**Exercise brief:** Across these entries, report how many lines include the string "Manoel", with nothing but the number.

**Data supplied:**
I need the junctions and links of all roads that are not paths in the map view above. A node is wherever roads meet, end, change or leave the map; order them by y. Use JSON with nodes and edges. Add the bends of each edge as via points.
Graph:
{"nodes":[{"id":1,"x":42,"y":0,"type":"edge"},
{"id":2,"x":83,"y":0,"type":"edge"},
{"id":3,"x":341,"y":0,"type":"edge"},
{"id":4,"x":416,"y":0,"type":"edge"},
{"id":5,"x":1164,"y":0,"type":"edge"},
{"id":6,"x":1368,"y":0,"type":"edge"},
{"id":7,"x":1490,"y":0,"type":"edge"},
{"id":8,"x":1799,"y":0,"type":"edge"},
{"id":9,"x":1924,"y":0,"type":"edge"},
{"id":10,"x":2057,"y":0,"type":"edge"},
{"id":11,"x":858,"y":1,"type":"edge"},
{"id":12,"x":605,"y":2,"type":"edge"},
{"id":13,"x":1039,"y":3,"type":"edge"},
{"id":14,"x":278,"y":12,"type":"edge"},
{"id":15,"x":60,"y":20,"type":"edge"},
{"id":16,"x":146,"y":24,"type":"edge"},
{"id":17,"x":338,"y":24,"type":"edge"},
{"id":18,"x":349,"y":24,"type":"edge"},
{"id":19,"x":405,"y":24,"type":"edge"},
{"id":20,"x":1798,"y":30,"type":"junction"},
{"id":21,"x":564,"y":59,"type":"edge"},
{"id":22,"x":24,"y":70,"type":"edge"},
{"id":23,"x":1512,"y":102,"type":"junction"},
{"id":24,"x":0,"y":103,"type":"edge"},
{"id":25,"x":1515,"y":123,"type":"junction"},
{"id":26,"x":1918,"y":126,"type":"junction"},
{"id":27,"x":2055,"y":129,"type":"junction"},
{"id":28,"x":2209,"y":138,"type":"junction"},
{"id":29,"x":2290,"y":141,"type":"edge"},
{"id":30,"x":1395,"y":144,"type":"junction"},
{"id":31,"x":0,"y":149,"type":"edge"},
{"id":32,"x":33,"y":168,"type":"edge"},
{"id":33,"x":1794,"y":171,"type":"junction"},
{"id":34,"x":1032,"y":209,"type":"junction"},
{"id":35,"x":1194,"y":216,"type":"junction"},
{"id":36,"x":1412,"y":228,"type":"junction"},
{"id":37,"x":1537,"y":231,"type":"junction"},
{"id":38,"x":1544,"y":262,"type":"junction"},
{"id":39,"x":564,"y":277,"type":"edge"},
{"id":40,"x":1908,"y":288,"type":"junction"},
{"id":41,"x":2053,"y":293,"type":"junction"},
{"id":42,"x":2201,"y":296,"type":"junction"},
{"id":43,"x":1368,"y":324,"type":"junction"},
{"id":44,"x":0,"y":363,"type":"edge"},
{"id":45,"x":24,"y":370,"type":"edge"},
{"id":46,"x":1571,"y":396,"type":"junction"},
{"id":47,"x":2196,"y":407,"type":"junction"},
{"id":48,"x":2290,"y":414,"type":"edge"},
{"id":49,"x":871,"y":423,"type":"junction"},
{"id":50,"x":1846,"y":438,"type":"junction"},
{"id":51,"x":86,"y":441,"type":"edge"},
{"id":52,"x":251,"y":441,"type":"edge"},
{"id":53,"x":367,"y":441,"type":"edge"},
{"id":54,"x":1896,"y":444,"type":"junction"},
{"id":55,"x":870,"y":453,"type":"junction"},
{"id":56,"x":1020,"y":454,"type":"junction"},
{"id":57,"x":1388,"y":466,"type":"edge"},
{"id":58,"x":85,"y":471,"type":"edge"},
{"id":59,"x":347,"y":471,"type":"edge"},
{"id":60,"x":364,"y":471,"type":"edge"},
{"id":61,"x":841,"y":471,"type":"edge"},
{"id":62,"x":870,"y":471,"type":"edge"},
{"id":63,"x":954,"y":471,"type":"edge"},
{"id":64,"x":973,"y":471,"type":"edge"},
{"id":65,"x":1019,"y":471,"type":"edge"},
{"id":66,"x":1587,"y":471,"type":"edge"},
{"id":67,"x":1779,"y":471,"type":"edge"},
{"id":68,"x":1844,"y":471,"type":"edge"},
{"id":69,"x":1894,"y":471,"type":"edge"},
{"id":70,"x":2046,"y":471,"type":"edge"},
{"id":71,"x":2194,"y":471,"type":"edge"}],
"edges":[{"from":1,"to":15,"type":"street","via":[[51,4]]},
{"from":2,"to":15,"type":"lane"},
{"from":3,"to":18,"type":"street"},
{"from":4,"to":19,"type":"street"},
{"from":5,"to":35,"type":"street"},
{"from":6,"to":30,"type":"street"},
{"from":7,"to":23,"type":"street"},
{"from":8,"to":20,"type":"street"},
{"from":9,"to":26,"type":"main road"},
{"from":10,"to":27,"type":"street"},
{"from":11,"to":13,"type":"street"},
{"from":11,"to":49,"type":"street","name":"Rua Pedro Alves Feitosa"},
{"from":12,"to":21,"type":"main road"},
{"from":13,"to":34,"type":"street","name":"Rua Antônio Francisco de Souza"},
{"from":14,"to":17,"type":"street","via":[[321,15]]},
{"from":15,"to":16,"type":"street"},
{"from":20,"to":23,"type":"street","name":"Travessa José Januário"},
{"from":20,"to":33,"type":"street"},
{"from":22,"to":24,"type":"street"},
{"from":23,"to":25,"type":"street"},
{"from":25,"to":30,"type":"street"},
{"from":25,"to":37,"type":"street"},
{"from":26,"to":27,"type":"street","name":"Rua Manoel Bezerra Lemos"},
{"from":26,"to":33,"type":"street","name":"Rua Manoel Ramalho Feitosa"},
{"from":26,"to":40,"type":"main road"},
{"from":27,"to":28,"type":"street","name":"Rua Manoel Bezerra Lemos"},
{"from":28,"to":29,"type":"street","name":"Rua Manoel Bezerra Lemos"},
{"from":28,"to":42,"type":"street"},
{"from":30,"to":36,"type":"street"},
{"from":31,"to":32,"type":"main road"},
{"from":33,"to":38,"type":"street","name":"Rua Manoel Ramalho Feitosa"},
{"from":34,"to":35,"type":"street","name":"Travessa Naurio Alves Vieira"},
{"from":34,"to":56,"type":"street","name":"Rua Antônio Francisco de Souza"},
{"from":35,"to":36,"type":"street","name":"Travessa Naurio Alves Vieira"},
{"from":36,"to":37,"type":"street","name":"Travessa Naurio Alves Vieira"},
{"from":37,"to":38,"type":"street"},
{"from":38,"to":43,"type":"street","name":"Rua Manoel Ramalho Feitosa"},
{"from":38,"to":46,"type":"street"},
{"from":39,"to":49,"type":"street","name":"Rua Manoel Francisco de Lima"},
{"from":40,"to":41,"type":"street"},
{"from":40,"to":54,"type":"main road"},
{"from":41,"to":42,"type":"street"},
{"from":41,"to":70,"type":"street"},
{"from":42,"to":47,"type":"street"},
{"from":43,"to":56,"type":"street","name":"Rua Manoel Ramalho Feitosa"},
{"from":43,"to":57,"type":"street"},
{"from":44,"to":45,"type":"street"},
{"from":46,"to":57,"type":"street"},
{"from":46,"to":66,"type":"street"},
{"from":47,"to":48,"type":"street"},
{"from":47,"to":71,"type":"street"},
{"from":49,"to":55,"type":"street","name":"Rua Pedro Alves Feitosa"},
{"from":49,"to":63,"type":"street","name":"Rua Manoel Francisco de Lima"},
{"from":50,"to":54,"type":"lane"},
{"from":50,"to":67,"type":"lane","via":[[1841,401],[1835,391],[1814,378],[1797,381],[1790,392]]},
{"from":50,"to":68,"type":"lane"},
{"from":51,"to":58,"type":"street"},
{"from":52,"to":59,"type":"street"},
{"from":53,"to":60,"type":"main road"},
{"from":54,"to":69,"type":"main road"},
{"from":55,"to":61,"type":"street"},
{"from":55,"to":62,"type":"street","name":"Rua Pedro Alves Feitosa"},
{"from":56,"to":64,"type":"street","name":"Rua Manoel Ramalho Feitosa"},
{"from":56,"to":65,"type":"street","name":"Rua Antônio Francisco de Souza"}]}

**Solution below:** 10